INSTRUCTIONS FOR THE TASK
Apart from the pictures, every entry below must be given again exactly.

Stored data
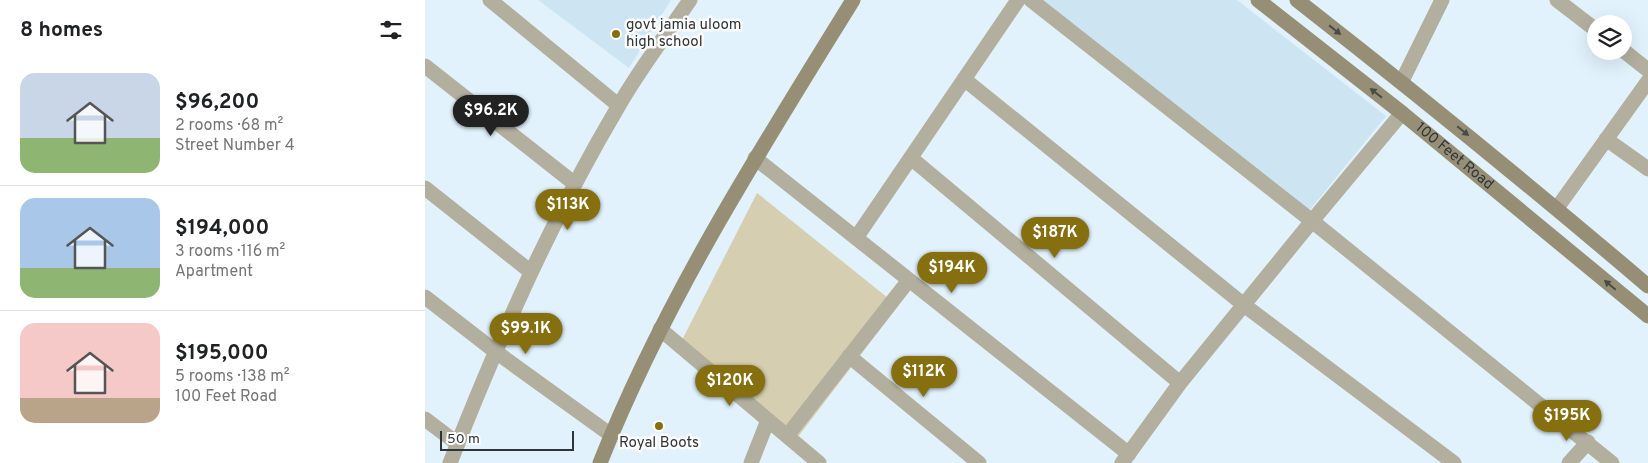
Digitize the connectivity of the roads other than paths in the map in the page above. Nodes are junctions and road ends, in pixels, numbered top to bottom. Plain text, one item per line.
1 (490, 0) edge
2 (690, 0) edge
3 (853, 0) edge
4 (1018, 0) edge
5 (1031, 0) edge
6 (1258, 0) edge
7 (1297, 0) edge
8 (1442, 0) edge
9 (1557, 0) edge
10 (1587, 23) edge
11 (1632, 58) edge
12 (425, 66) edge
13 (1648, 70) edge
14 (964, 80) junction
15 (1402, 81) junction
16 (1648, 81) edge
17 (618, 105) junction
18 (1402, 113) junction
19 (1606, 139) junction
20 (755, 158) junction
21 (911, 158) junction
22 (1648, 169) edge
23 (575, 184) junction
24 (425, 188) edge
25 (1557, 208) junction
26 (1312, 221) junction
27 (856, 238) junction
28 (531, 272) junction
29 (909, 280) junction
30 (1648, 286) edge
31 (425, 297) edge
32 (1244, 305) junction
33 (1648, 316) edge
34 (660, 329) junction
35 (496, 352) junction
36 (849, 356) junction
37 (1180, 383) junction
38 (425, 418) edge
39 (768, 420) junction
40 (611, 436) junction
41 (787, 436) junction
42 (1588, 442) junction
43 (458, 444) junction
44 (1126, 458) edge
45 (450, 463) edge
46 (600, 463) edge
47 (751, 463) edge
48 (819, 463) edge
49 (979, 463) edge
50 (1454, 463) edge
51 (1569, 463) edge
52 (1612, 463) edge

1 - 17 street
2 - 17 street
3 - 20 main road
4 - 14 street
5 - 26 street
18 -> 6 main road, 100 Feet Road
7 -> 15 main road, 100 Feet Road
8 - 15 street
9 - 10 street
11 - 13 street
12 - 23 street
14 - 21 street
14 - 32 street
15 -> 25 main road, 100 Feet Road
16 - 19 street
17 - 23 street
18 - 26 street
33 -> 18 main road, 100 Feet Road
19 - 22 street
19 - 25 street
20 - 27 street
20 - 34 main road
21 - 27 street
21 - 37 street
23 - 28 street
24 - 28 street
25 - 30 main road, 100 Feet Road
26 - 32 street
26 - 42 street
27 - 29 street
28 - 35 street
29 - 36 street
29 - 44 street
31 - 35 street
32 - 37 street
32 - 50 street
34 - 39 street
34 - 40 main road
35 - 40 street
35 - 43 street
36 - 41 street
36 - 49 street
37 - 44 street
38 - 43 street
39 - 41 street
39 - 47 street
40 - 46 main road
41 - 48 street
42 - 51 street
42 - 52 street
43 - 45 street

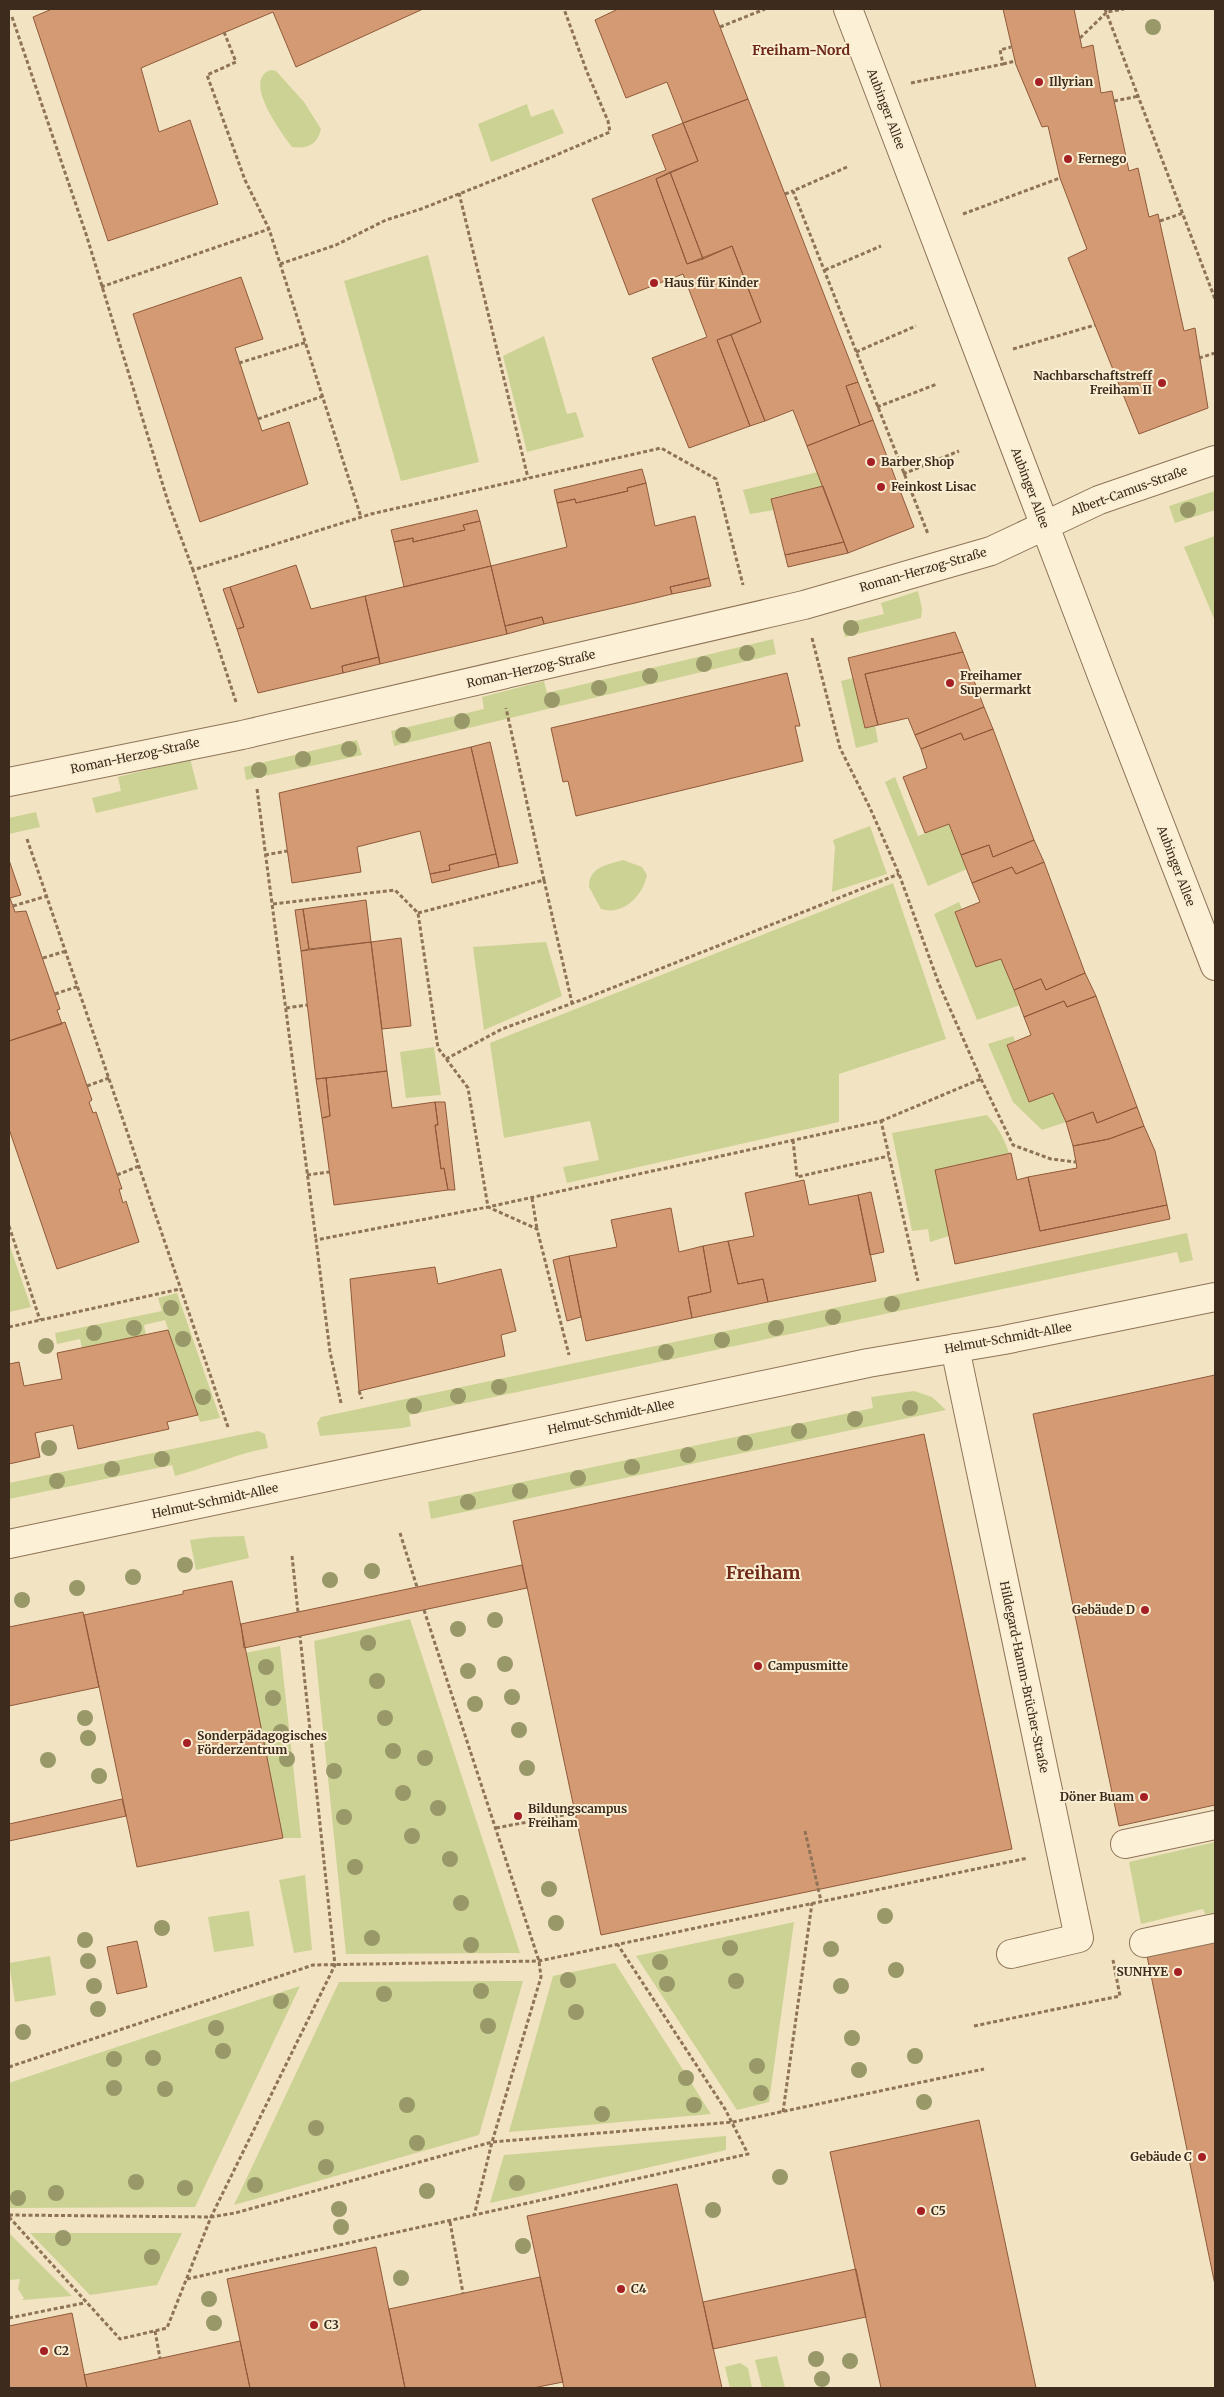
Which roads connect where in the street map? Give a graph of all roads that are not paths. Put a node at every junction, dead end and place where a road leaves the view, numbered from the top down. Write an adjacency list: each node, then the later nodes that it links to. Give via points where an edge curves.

EXERCISE OUTPUT
Digitize the connectivity of the roads other than paths in the map in the page above. Nodes are junctions and road ends, in pixels, numbered top to bottom. Plain text, one item per line.
1 (490, 0) edge
2 (690, 0) edge
3 (853, 0) edge
4 (1018, 0) edge
5 (1031, 0) edge
6 (1258, 0) edge
7 (1297, 0) edge
8 (1442, 0) edge
9 (1557, 0) edge
10 (1587, 23) edge
11 (1632, 58) edge
12 (425, 66) edge
13 (1648, 70) edge
14 (964, 80) junction
15 (1402, 81) junction
16 (1648, 81) edge
17 (618, 105) junction
18 (1402, 113) junction
19 (1606, 139) junction
20 (755, 158) junction
21 (911, 158) junction
22 (1648, 169) edge
23 (575, 184) junction
24 (425, 188) edge
25 (1557, 208) junction
26 (1312, 221) junction
27 (856, 238) junction
28 (531, 272) junction
29 (909, 280) junction
30 (1648, 286) edge
31 (425, 297) edge
32 (1244, 305) junction
33 (1648, 316) edge
34 (660, 329) junction
35 (496, 352) junction
36 (849, 356) junction
37 (1180, 383) junction
38 (425, 418) edge
39 (768, 420) junction
40 (611, 436) junction
41 (787, 436) junction
42 (1588, 442) junction
43 (458, 444) junction
44 (1126, 458) edge
45 (450, 463) edge
46 (600, 463) edge
47 (751, 463) edge
48 (819, 463) edge
49 (979, 463) edge
50 (1454, 463) edge
51 (1569, 463) edge
52 (1612, 463) edge

1 - 17 street
2 - 17 street
3 - 20 main road
4 - 14 street
5 - 26 street
18 -> 6 main road, 100 Feet Road
7 -> 15 main road, 100 Feet Road
8 - 15 street
9 - 10 street
11 - 13 street
12 - 23 street
14 - 21 street
14 - 32 street
15 -> 25 main road, 100 Feet Road
16 - 19 street
17 - 23 street
18 - 26 street
33 -> 18 main road, 100 Feet Road
19 - 22 street
19 - 25 street
20 - 27 street
20 - 34 main road
21 - 27 street
21 - 37 street
23 - 28 street
24 - 28 street
25 - 30 main road, 100 Feet Road
26 - 32 street
26 - 42 street
27 - 29 street
28 - 35 street
29 - 36 street
29 - 44 street
31 - 35 street
32 - 37 street
32 - 50 street
34 - 39 street
34 - 40 main road
35 - 40 street
35 - 43 street
36 - 41 street
36 - 49 street
37 - 44 street
38 - 43 street
39 - 41 street
39 - 47 street
40 - 46 main road
41 - 48 street
42 - 51 street
42 - 52 street
43 - 45 street

Which roads connect where in the street map? Give a graph of all roads that are not paths. Put a node at every junction, dead end and place where a road leaves the view, numbered from the top down. Write an adjacency list: each node, then the later nodes that it links to. Give via points where an edge curves.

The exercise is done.